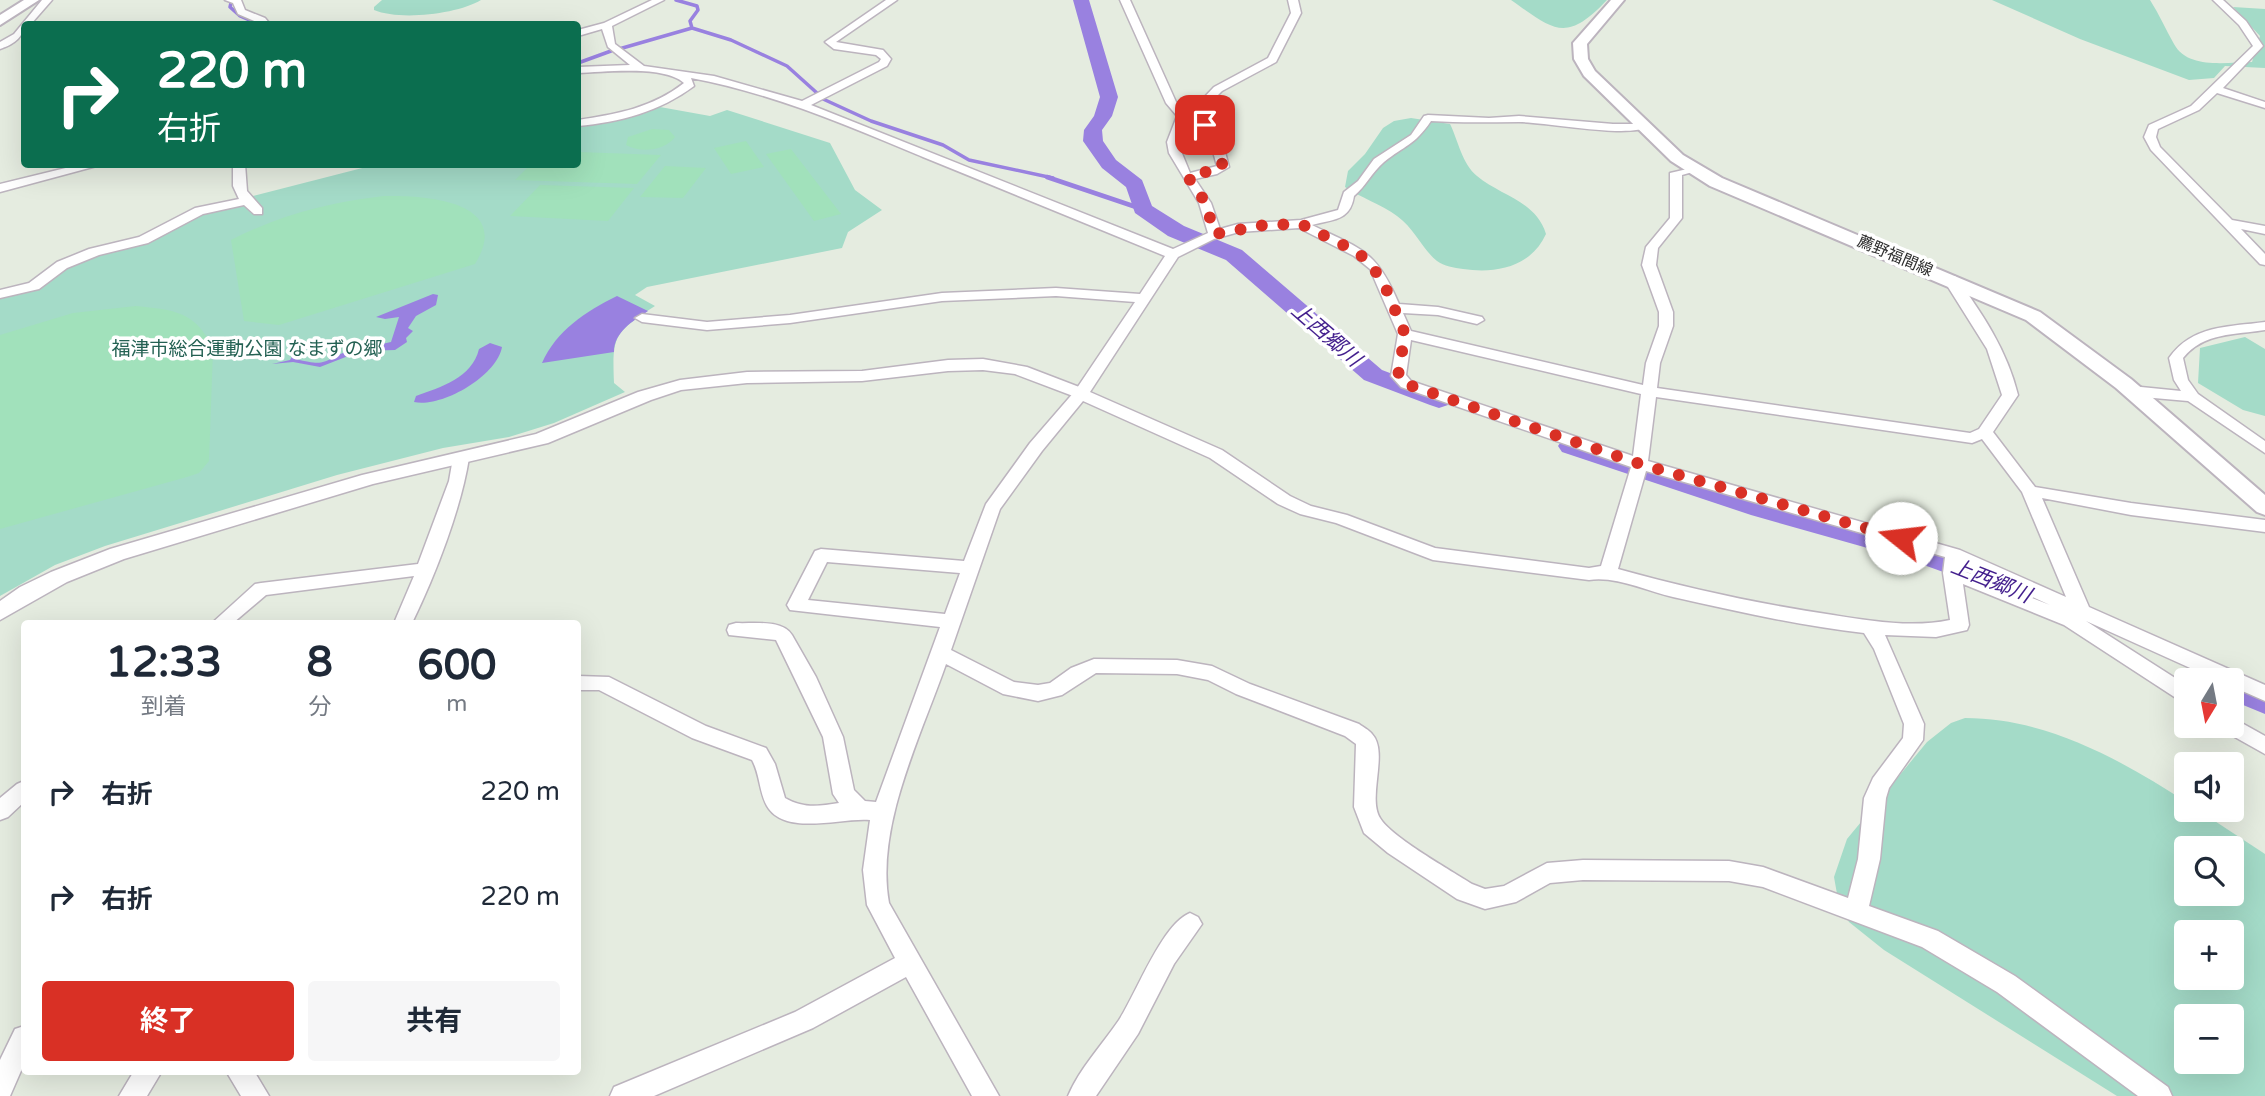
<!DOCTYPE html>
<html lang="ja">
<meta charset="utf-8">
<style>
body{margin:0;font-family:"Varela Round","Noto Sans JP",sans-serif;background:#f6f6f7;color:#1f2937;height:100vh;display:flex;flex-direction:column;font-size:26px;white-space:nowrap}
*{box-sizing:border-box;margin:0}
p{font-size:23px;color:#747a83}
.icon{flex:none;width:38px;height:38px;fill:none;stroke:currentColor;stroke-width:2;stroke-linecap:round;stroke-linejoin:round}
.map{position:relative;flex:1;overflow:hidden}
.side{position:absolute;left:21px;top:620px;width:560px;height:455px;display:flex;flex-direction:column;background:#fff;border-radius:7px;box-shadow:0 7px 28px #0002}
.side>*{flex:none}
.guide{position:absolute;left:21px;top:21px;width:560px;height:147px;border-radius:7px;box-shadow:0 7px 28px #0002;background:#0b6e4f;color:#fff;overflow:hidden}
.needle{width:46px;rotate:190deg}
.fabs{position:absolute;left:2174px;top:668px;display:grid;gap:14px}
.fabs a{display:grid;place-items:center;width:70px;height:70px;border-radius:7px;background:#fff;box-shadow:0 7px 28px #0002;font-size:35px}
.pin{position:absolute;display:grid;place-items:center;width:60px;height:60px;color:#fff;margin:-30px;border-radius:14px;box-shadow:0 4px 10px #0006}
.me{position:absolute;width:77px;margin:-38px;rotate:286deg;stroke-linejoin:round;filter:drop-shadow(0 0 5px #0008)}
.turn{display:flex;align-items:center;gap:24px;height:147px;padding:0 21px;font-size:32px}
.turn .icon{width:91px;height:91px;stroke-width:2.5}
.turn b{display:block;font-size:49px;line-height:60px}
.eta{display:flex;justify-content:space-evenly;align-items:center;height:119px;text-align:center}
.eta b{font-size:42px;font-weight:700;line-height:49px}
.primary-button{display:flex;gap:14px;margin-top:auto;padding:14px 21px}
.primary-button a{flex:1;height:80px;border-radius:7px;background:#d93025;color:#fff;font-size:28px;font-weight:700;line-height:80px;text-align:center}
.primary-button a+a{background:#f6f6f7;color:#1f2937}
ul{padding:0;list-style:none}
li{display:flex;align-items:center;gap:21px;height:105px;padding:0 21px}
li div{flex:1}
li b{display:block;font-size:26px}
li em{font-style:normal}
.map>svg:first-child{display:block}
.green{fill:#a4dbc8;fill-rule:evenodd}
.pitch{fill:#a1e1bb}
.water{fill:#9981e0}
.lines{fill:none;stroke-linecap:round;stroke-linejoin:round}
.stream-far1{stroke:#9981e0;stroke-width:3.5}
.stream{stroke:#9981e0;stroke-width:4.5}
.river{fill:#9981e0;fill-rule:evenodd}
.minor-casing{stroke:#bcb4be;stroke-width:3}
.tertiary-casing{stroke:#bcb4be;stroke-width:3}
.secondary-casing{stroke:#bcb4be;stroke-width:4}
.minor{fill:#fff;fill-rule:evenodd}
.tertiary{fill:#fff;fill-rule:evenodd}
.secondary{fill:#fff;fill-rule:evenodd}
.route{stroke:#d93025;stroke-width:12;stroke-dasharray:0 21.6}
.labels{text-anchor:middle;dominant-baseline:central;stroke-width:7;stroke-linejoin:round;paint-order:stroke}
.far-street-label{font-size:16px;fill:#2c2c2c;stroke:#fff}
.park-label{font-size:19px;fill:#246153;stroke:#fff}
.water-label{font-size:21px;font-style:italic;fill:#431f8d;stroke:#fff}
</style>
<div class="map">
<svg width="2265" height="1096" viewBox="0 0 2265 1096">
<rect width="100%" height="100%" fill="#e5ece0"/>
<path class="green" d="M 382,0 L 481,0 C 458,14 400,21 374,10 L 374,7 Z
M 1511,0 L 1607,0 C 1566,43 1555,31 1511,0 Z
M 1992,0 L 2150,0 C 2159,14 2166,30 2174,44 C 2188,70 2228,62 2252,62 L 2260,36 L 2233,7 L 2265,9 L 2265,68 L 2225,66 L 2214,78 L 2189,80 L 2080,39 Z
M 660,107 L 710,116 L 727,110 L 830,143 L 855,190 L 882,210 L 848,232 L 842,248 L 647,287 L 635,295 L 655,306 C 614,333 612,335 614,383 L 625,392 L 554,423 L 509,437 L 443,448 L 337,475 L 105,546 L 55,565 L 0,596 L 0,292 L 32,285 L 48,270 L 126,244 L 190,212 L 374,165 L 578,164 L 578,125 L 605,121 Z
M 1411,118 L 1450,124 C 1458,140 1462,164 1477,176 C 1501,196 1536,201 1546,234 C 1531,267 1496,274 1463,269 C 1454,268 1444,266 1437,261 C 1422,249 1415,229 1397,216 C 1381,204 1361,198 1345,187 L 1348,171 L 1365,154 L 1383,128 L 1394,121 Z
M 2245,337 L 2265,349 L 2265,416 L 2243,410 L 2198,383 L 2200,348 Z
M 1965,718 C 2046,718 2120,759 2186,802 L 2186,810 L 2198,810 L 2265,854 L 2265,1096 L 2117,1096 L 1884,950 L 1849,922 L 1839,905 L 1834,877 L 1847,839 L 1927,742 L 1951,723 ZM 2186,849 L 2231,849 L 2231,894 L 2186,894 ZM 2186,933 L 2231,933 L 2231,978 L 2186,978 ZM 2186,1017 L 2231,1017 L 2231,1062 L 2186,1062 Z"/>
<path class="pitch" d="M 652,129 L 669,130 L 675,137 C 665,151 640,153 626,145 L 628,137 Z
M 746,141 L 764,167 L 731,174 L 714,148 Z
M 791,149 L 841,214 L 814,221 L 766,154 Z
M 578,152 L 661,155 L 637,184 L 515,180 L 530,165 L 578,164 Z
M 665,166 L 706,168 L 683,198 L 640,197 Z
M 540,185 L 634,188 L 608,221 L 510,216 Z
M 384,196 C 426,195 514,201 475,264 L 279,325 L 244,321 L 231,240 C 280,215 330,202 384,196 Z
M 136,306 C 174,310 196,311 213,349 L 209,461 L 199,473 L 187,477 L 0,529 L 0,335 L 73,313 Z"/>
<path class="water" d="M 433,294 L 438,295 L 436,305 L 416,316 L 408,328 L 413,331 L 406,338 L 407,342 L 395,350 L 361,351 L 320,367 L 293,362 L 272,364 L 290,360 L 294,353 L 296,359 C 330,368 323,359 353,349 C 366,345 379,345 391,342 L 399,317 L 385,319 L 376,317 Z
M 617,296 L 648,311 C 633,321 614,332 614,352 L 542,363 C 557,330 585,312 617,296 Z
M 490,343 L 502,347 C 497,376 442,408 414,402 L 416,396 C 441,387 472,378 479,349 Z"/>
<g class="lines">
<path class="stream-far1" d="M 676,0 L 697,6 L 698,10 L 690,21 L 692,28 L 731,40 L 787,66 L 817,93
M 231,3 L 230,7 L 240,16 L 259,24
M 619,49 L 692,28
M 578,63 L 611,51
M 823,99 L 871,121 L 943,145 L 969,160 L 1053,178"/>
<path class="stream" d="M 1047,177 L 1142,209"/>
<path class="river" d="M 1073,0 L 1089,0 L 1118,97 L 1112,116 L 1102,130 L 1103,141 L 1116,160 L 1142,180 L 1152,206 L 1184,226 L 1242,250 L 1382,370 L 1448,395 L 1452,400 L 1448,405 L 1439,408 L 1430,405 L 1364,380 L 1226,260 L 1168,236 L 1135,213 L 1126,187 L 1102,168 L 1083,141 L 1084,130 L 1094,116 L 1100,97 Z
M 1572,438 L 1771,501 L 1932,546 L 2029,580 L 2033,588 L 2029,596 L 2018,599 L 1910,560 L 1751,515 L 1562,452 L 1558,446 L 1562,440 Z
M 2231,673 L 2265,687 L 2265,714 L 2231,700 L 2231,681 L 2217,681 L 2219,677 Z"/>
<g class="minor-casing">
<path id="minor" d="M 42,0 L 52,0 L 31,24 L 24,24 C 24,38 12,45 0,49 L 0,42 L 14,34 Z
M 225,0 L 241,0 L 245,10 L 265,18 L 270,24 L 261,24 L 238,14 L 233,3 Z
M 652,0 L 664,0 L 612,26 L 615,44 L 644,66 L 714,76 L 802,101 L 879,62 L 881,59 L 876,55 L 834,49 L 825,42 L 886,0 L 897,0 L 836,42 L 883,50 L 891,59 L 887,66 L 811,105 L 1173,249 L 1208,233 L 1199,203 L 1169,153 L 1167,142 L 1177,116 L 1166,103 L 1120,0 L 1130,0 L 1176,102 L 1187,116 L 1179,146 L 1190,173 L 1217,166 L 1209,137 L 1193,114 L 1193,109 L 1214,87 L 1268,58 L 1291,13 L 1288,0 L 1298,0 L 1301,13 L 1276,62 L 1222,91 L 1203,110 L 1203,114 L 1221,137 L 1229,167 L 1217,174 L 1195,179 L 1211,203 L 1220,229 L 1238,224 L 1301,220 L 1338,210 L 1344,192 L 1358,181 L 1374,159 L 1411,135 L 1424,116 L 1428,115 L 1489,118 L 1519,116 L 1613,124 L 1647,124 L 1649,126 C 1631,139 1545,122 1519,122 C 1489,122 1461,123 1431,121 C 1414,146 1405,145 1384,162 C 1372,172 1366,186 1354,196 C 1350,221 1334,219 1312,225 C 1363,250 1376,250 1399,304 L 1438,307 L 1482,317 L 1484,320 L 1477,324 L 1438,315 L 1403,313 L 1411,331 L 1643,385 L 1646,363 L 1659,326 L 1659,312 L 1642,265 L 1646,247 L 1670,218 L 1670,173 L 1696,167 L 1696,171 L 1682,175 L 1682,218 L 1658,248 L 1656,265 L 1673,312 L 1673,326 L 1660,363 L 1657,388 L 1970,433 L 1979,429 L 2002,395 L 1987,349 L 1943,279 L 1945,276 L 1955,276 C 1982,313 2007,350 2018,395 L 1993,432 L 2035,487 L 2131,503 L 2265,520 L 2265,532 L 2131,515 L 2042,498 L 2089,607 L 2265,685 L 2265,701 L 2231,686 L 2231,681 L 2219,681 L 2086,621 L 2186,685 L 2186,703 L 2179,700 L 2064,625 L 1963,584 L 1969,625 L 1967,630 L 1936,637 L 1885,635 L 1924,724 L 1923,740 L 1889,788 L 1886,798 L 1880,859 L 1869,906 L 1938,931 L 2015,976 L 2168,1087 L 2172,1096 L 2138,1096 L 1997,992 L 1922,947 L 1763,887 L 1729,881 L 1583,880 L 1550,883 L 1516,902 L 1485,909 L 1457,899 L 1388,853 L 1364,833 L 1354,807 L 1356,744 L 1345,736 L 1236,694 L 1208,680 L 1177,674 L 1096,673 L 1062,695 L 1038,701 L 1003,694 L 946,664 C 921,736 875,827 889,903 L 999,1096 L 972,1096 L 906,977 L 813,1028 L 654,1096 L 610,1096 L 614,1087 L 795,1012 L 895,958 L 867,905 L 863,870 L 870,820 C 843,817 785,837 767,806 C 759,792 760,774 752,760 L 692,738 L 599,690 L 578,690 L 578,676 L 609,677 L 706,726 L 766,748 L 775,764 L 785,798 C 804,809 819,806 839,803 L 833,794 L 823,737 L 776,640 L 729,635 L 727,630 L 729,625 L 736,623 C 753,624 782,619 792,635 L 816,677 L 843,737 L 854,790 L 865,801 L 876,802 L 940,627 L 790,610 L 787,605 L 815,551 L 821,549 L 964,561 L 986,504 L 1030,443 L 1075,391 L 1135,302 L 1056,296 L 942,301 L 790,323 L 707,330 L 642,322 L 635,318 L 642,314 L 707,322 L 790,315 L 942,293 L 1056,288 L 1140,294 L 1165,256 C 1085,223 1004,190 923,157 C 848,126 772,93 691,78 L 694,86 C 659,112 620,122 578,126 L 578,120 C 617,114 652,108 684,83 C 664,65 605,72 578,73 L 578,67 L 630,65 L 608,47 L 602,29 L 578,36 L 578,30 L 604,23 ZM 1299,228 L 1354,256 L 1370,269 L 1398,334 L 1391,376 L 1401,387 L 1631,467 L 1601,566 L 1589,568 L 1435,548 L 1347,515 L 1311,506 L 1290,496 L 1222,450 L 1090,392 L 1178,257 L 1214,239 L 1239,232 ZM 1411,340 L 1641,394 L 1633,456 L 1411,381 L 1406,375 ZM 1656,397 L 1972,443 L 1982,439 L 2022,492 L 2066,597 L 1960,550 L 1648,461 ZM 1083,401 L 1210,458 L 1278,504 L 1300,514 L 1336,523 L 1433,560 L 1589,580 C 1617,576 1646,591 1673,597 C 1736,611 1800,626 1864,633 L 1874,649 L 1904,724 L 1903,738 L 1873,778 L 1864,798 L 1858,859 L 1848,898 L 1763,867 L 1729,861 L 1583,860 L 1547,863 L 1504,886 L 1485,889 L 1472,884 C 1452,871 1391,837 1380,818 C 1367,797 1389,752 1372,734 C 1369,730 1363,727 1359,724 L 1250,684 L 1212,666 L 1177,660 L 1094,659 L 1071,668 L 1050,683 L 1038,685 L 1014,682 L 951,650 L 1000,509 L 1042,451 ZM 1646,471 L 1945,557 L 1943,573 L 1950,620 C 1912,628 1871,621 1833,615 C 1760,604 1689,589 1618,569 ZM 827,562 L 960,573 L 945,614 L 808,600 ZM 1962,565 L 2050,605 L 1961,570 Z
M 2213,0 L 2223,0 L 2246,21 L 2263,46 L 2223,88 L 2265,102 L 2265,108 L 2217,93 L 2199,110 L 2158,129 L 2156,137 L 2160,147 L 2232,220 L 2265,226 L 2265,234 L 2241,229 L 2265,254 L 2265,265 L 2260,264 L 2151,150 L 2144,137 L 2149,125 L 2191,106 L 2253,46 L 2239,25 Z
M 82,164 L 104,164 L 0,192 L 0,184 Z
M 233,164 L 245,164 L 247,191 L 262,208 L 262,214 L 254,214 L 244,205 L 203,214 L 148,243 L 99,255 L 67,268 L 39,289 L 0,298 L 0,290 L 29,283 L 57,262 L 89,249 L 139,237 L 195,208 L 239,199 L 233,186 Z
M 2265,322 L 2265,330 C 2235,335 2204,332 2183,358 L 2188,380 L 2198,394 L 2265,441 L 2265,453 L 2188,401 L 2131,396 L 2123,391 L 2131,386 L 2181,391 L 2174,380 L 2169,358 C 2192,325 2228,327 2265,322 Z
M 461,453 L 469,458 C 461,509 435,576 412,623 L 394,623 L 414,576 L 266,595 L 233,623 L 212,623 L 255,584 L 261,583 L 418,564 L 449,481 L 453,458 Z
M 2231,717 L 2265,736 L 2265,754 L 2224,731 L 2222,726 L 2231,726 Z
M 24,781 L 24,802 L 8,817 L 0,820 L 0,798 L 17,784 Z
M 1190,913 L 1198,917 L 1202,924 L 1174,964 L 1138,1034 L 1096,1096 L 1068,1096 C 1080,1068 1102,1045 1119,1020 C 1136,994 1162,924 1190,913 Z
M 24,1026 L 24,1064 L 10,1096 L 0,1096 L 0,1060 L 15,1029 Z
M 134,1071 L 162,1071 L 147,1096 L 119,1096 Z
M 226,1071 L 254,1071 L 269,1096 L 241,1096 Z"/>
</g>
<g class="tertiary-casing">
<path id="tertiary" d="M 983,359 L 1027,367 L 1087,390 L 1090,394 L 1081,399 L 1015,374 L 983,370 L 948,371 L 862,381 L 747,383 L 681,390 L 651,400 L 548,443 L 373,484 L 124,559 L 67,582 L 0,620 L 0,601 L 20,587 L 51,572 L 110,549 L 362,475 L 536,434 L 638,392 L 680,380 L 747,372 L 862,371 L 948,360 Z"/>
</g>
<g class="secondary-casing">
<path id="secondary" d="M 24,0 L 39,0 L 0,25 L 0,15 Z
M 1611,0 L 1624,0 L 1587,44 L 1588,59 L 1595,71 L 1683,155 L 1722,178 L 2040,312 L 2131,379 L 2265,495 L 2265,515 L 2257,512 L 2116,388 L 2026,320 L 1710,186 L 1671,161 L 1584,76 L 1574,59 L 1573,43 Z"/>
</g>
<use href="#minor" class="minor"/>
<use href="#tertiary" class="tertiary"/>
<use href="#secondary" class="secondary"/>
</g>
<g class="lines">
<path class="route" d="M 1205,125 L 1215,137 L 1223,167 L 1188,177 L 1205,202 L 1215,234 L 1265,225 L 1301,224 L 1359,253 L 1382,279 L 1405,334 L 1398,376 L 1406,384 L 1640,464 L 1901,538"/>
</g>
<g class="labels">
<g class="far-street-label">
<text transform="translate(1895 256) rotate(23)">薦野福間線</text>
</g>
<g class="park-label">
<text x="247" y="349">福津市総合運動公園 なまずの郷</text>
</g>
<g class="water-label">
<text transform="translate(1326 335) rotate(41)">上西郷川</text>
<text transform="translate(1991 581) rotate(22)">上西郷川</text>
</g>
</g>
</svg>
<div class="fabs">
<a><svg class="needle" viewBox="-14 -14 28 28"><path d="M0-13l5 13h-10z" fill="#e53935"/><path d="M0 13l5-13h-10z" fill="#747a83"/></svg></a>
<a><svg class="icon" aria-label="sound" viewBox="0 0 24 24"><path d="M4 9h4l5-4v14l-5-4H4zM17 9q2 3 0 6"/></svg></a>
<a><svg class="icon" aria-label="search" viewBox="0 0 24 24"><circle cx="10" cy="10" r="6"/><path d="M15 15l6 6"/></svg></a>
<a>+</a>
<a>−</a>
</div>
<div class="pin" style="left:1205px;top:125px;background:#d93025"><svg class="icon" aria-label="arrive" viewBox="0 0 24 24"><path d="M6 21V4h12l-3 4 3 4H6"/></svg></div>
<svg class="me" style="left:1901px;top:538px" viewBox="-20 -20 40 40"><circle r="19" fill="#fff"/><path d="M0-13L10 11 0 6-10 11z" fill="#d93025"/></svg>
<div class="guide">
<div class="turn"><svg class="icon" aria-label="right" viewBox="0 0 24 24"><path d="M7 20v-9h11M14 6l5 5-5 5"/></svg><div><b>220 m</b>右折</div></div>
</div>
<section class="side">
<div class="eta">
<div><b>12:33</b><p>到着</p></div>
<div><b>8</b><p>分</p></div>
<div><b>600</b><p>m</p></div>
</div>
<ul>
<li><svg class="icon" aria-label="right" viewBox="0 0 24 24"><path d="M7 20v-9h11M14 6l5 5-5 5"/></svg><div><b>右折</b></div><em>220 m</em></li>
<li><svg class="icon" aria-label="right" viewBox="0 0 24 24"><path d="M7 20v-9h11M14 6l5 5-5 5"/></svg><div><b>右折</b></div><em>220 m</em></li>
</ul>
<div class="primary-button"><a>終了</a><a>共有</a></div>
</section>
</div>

━━━━

■ **Requirement**:
Where a line in the records above contains the string "linecap", return that line.

■ **Your solution**:
.icon{flex:none;width:38px;height:38px;fill:none;stroke:currentColor;stroke-width:2;stroke-linecap:round;stroke-linejoin:round}
.lines{fill:none;stroke-linecap:round;stroke-linejoin:round}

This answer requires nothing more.